In the time since then, the thermostat and indoor fan have continued to work.

On  Wednesday November 9, I turned on the emergency heat  button, and no indicator light came on, although I did smell the heating  coils heating up.

Since then the the indoor fan no longer works.

The HVAC system is the original one installed in 1984 when  the condos were built.

Any observations and opinions from you other board members as to whether I should get second or third opinions about getting a new HVAC system due to the age of the one that I now have?


----------



## Sparky617 (Nov 21, 2016)

32 years is a long time for a heat pump.  I would have a service guy come out and see how much it would cost to fix it and then make a determination on replacing the system.  I wouldn't put much into keeping a 32-year-old system working. 15-20 years is about all you can expect these days.  A newer system will be much more efficient than anything built in 1984.


----------



## Sparky617 (Nov 22, 2016)

Oh and when you get a new system consider having it serviced a bit more frequently.  Find a good independent HVAC tech, avoid ARS.  Around here they excel at replacing systems.  My HVAC guy does a great job keeping my 17-year-old systems up and running.  We'll know when it isn't worth repairing them.  An occasional $100 repair is worth it, a new $500 control board, probably not.


----------



## shackdweller (Dec 13, 2016)

I got a new HVAC system installed, and the man who installed it, used the same specs as the old one, 18,000 BTU and 500 cubic feet.

My shack is basically a one room place, with a very high cathedral ceiling, which some of you might have seen photos of in my posts on skylight covers.

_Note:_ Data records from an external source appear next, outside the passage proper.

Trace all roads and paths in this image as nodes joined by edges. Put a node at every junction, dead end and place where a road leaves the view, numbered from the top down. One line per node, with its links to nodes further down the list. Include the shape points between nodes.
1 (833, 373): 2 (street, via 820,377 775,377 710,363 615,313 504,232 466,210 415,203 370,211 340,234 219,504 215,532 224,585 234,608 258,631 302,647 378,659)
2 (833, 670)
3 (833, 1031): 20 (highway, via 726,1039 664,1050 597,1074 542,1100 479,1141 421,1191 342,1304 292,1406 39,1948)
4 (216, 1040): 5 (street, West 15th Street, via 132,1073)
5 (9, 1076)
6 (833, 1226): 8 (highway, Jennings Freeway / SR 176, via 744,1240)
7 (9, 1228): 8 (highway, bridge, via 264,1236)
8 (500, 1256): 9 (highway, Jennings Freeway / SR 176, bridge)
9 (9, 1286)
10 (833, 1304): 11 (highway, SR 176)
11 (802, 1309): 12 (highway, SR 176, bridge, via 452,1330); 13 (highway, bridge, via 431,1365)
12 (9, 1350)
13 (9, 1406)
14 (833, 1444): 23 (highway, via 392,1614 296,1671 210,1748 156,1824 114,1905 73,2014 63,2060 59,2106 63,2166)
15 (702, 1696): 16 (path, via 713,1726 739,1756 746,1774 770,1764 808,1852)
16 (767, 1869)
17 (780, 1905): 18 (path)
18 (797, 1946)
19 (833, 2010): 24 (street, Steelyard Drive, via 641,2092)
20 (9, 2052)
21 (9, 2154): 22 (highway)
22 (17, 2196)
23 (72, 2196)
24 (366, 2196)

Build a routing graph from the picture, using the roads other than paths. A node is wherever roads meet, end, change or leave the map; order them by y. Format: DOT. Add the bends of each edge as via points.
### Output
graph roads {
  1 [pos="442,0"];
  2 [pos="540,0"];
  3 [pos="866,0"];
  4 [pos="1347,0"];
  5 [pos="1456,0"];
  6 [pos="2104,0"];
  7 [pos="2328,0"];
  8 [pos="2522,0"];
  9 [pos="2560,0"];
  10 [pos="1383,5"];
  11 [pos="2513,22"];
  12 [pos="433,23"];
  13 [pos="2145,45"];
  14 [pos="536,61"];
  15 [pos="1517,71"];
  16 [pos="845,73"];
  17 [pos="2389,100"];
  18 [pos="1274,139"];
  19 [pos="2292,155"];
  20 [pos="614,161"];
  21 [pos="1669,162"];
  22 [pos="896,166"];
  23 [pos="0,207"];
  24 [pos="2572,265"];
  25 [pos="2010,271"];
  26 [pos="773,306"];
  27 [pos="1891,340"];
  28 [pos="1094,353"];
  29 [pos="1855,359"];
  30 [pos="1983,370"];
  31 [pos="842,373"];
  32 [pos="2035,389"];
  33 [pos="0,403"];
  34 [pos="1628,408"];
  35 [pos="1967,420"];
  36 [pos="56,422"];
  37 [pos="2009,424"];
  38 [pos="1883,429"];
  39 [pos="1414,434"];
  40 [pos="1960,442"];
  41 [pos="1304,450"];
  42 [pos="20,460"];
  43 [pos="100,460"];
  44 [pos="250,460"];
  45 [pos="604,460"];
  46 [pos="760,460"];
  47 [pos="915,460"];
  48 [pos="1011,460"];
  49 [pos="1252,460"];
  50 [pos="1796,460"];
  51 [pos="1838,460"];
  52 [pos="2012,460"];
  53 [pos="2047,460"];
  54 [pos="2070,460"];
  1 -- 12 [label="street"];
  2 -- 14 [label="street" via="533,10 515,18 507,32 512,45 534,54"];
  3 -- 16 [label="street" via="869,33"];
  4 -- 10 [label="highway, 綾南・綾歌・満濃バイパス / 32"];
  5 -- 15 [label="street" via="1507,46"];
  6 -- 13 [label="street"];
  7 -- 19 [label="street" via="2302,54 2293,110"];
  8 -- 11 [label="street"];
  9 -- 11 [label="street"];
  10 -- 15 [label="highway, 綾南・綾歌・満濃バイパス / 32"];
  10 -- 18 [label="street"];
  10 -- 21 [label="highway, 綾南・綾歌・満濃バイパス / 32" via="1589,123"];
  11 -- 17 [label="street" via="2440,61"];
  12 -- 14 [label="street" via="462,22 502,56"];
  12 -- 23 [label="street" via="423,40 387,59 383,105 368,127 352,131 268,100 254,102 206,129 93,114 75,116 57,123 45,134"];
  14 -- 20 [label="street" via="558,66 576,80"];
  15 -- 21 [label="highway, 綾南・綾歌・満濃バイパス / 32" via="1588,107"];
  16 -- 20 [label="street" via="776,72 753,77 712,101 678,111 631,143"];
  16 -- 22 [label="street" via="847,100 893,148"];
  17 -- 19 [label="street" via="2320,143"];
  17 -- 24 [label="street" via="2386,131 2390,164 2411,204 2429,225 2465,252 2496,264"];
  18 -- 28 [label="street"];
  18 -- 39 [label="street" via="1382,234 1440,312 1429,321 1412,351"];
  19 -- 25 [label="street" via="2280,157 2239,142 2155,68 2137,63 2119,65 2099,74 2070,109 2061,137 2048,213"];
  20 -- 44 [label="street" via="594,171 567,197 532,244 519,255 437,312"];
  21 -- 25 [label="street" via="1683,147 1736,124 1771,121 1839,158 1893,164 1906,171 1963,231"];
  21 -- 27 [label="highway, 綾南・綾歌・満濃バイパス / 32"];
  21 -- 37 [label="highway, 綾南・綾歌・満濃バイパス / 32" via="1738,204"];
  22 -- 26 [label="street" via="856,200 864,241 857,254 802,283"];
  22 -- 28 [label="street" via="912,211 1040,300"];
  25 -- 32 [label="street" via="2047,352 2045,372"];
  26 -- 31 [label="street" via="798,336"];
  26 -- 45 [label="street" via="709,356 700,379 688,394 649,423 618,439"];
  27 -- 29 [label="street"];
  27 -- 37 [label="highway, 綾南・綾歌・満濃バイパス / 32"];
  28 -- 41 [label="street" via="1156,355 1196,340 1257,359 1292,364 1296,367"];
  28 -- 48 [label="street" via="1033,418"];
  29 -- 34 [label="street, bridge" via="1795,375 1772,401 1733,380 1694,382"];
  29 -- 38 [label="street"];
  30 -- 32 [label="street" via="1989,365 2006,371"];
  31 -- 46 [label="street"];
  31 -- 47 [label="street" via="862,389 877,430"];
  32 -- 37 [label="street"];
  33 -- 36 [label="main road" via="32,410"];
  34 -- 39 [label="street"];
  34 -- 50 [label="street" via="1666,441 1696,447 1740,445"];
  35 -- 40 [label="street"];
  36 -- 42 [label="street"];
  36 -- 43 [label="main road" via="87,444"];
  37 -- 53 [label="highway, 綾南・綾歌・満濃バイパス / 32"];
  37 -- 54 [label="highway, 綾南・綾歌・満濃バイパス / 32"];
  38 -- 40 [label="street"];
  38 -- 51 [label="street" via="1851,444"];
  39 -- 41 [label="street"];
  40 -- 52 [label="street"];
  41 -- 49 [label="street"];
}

I really feel that such ceilings are a waste of space for both heating and cooling.


----------



## shackdweller (Dec 13, 2016)

What I wish I had known before getting the new HVAC system.

There are still a lot of those old original 1984 units in service at other condos in my area, and when I mentioned it to one of the Condo Association officials, I was told that there was a service technician who speicalized in keeping those old units running, and, yes, many of them are still in service.

I can't say that the old unit I had could have been salvaged, and the years of it being out of service could well have caused it to deteriorate beyond repair.

I just wished that I had known about that service technician and had him check out my old unit, before getting a new one.


----------



## WyrTwister (Dec 22, 2016)

Water leaks at the condenser ?

     Must be a system using heated / cooled water ?

God bless
Wyr


----------



## Sparky617 (Dec 29, 2016)

Water collects on the condenser from humidity in the air.  The leak could have been a plugged drain line, the water can scum up with algae and block the pipe.


----------



## shackdweller (Sep 1, 2017)

I am very much enjoying my new hvac system.  Had the fifst of my twice yearly checks of the system required by the warranty, and a fan in the outdoor part of the system needed replacing.

Sorry I waited so long to take action.  It has been well worth the expense or investment.


----------



## WyrTwister (Sep 2, 2017)

Sparky617 said:


> Water collects on the condenser from humidity in the air.  The leak could have been a plugged drain line, the water can scum up with algae and block the pipe.


       Yer , you are 100% correct .

     Been there , Done that .  Did not get the Tee - Shirt .   :-(  

     However , I have seen water bases heat pumps , especially ground source HP's .

Wyr
God bless


----------



## WyrTwister (Sep 2, 2017)

shackdweller said:


> I am very much enjoying my new hvac system.  Had the fifst of my twice yearly checks of the system required by the warranty, and a fan in the outdoor part of the system needed replacing.
> 
> Sorry I waited so long to take action.  It has been well worth the expense or investment.



     Great !  

     Happy you are pleased with how it worked out .   

     Honestly , for 500 sq ft , I would have installed  Ductless Mini Split .  We have 2 & I love them .   

Wyr
God bless


----------